REQUIRED WORK – Copy each line below containing "Liberty".

(Dataset entries)

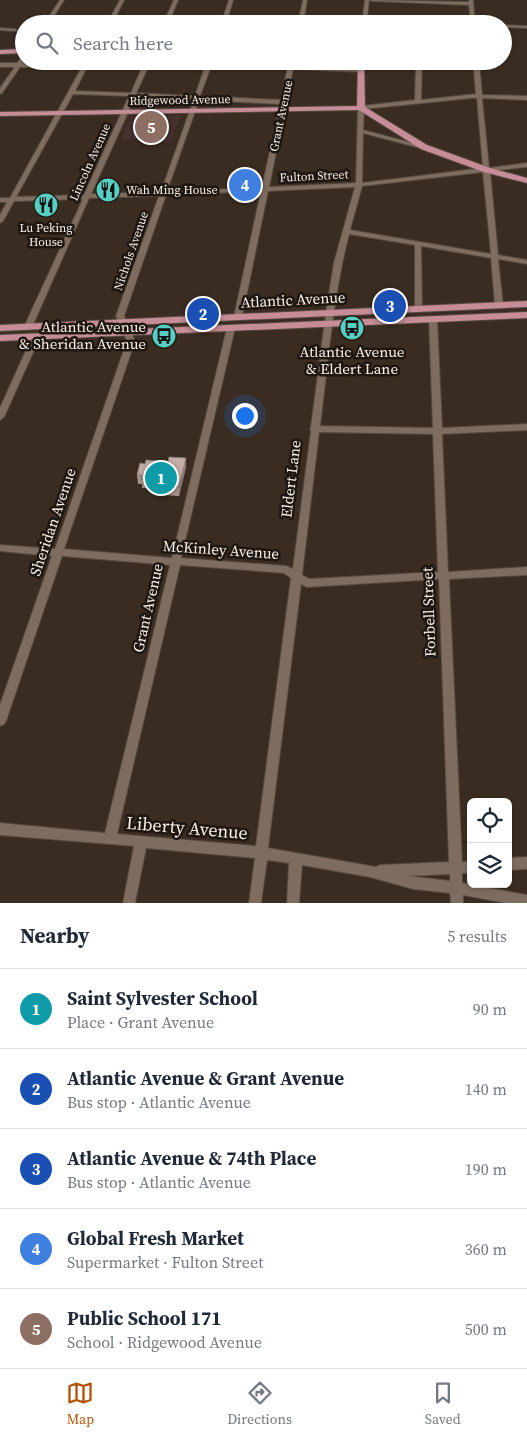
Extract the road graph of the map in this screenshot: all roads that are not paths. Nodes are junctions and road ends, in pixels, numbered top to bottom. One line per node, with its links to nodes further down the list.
1 (62, 0): 9 (street)
2 (122, 0): 10 (street)
3 (176, 0): 11 (street)
4 (231, 0): 12 (street)
5 (305, 0): 13 (street)
6 (367, 0): 14 (street)
7 (372, 0): 8 (street)
8 (471, 2): 15 (street)
9 (52, 15)
10 (114, 15)
11 (169, 15)
12 (226, 15)
13 (302, 15)
14 (365, 15)
15 (472, 15)
16 (512, 26): 17 (street)
17 (527, 27)
18 (0, 29): 19 (street)
19 (15, 30)
20 (15, 51): 21 (main road)
21 (0, 52)
22 (0, 65): 23 (street)
23 (15, 65)
24 (15, 69): 32 (street)
25 (83, 70): 33 (street)
26 (144, 70): 34 (street, Lincoln Avenue)
27 (207, 70): 36 (street, Nichols Avenue)
28 (291, 70): 39 (street, Grant Avenue)
29 (361, 70): 40 (main road, Eldert Lane)
30 (419, 70): 38 (street)
31 (477, 70): 35 (street)
32 (1, 90)
33 (71, 92): 34 (street); 43 (street)
34 (133, 95): 36 (street); 42 (street, Lincoln Avenue)
35 (479, 96): 37 (street); 38 (street); 48 (street)
36 (197, 98): 39 (street); 41 (street, Nichols Avenue)
37 (527, 98)
38 (418, 102): 40 (street)
39 (283, 105): 40 (main road, Ridgewood Avenue); 41 (main road, Ridgewood Avenue); 51 (street, Grant Avenue)
40 (361, 108): 45 (street, Eldert Lane); 46 (main road)
41 (193, 110): 42 (main road, Ridgewood Avenue); 52 (street, Nichols Avenue)
42 (125, 112): 43 (main road, Ridgewood Avenue); 53 (street, Lincoln Avenue)
43 (60, 113): 44 (main road, Ridgewood Avenue); 55 (street)
44 (0, 114)
45 (361, 131): 46 (street); 50 (street, Eldert Lane)
46 (424, 147): 48 (main road)
47 (527, 165): 48 (street)
48 (487, 170): 49 (main road); 50 (street); 59 (street)
49 (527, 180)
50 (358, 185): 51 (street, Fulton Street); 57 (street, Eldert Lane)
51 (265, 190): 52 (street, Fulton Street); 65 (street, Grant Avenue)
52 (163, 194): 53 (street, Fulton Street); 70 (street, Nichols Avenue)
53 (87, 197): 55 (street, Fulton Street); 68 (street, Lincoln Avenue)
54 (0, 200): 55 (street, Fulton Street)
55 (11, 200): 56 (street)
56 (0, 220)
57 (346, 231): 58 (street); 66 (street, Eldert Lane)
58 (418, 243): 59 (street); 63 (street)
59 (493, 256): 60 (street); 62 (street)
60 (527, 262)
61 (527, 304): 62 (main road, Atlantic Avenue)
62 (499, 305): 63 (main road, Atlantic Avenue)
63 (418, 308): 66 (main road, Atlantic Avenue)
64 (527, 315): 67 (main road, Atlantic Avenue)
65 (238, 317): 66 (main road, Atlantic Avenue); 70 (main road, Atlantic Avenue)
66 (329, 318): 67 (main road, Atlantic Avenue); 71 (main road, Atlantic Avenue); 76 (street, Eldert Lane)
67 (433, 319): 77 (street, Forbell Street)
68 (28, 327): 69 (main road, Atlantic Avenue); 70 (main road, Atlantic Avenue)
69 (0, 328)
70 (126, 328): 71 (main road, Atlantic Avenue); 72 (main road, Atlantic Avenue); 79 (street, Sheridan Avenue)
71 (231, 328): 80 (street, Grant Avenue)
72 (36, 337): 73 (main road, Atlantic Avenue); 74 (street)
73 (0, 338)
74 (0, 417)
75 (527, 427): 77 (street)
76 (314, 429): 77 (street); 82 (street, Eldert Lane)
77 (438, 431): 83 (street, Forbell Street)
78 (0, 548): 79 (street, McKinley Avenue)
79 (58, 552): 80 (street, McKinley Avenue); 84 (street, Sheridan Avenue)
80 (175, 562): 82 (street, McKinley Avenue); 86 (street, Grant Avenue)
81 (527, 571): 83 (street, McKinley Avenue)
82 (295, 576): 83 (street, McKinley Avenue); 88 (street, Eldert Lane)
83 (444, 576): 91 (street, Forbell Street)
84 (0, 722)
85 (0, 830): 86 (street, Liberty Avenue)
86 (110, 838): 87 (street, Liberty Avenue)
87 (141, 841): 88 (street, Liberty Avenue); 95 (street)
88 (262, 853): 89 (street, Liberty Avenue); 96 (street, Eldert Lane)
89 (296, 858): 92 (street, Liberty Avenue); 97 (street)
90 (467, 867): 91 (street, Liberty Avenue)
91 (455, 868): 92 (street, Liberty Avenue); 93 (street, Forbell Street)
92 (370, 871): 93 (street, Liberty Avenue)
93 (456, 888): 94 (street, Liberty Avenue); 98 (street, Forbell Street)
94 (527, 901)
95 (129, 903)
96 (255, 903)
97 (293, 903)
98 (457, 903)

FINISHED EXERCISE –
85 (0, 830): 86 (street, Liberty Avenue)
86 (110, 838): 87 (street, Liberty Avenue)
87 (141, 841): 88 (street, Liberty Avenue); 95 (street)
88 (262, 853): 89 (street, Liberty Avenue); 96 (street, Eldert Lane)
89 (296, 858): 92 (street, Liberty Avenue); 97 (street)
90 (467, 867): 91 (street, Liberty Avenue)
91 (455, 868): 92 (street, Liberty Avenue); 93 (street, Forbell Street)
92 (370, 871): 93 (street, Liberty Avenue)
93 (456, 888): 94 (street, Liberty Avenue); 98 (street, Forbell Street)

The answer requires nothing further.